Spotting a bench can be a challenging thing – at some point you’ll just want to jump in and help. That’s usually when the lift starts to look hard. But friends don’t steal friends lifts.
What I mean by that is once the bar is still moving up – STAY THE FUCK AWAY FROM IT! Let the person fight, let them grind the rep out, let them test themselves against the metal. It’s supposed to be hard.
If the bar’s stalled? STAY THE FUCK AWAY FROM IT!!!!
If they squeal, yelp, shit themselves or ask for help, jump in and finish the rep for them.
If the bar starts to move back down again, jump in and finish the rep for them.
But if they’re fighting and not asking for help… you guessed it – STAY THE FUCK AWAY FROM THE BAR!

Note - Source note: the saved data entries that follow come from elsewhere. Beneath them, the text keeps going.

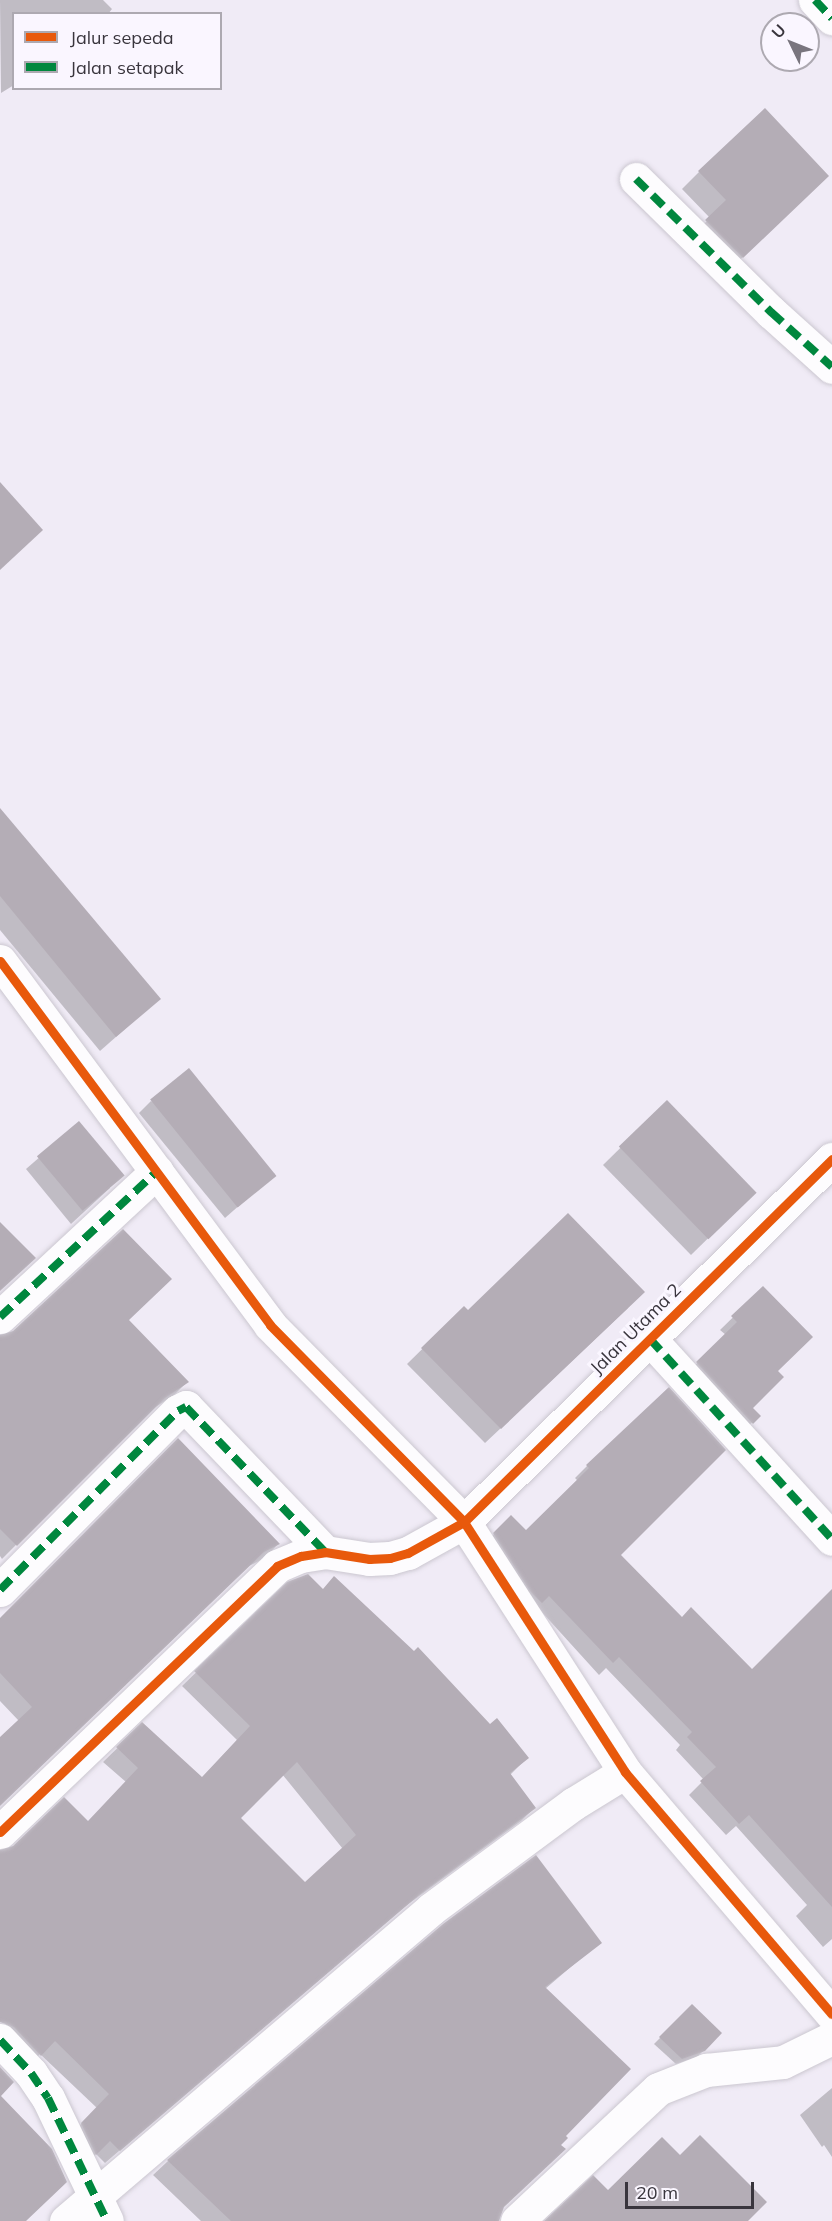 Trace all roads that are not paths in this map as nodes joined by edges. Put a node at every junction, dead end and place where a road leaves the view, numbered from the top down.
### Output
1 (814, 0) edge
2 (832, 18) edge
3 (636, 179) dead end
4 (832, 367) edge
5 (0, 961) edge
6 (832, 1159) edge
7 (157, 1171) junction
8 (0, 1317) edge
9 (650, 1339) junction
10 (464, 1522) junction
11 (832, 1539) edge
12 (325, 1552) junction
13 (0, 1590) edge
14 (625, 1772) junction
15 (0, 1832) edge
16 (832, 2014) edge
17 (832, 2038) edge
18 (0, 2040) edge
19 (102, 2208) edge
20 (66, 2221) edge
21 (516, 2221) edge

1 - 2 street
3 - 4 street
5 - 7 street
6 - 9 street, Jalan Utama 2
7 - 8 street
7 - 10 street
9 - 10 street, Jalan Utama 2
9 - 11 street
10 - 12 street, Jalan Utama 2
10 - 14 street
12 - 13 street
12 - 15 street
14 - 16 street
14 - 19 street
17 - 21 street
18 - 19 street
19 - 20 street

You can have your hands underneath the bar READY to jump in, but keep them off until the last moment. If in doubt, watch how we spot in the gym – you’ll see if pretty quick.
NOTE: if you’re on the bench – don’t just let go of the bar and expect your training partner to do it all for you. Someone did that to me a few weeks ago and I ended up with a torn wrist flexor.
Don’t worry – I can’t remember who it was, so there’ll be no retribution.
Your only job here is to help them change places, stay out of the firing line of farts, and wipe their puke up off the platform.
Yelling slogans at them usually helps too.
Don’t spot a deadlift. Ever. Unless you’re a freak.
>> In General
Some of the best training partners I’ve ever had have been the most quiet. No talk just for the sake of it, but then a well placed word of wisdom and encouragement, then boom. Things happened.
Bants and Lolz are cool, but don’t feel obligated to talk non stop during the session like some sorta bobbing head mother mouth.
Help your partners change weights – and make sure one of you doesn’t rip all the weight off the bar at one time.
Double check their maths – if they’re working off percentages, double check their calcs on the sly. You want to make sure they’re not about to get smashed.
Load bar in easiest manner for all involved. For example if one is benching 50kg and another 70kg – putting 20kg plates on the bar doesn’t make sense because now you’re changing all the plates all the time.
Instead, something like this; Bar+10+5+10 each side. The 5+10 gets you to 50, and the extra 10 gets you to 70. Same same but different.
Push your partner along – if they’re slacking or slowing down the pace of the session… Tell them to step it up. Try not to be a douche, unless the person deserves it, but sometimes the best thing in the world you can do for someone is a few words of encouragement to get back under the bar and finish their set.
That’s about all I have for now on what it takes to be a good training partner, but I’d love to hear your thoughts on anything I missed, or what YOU think makes a great training partner.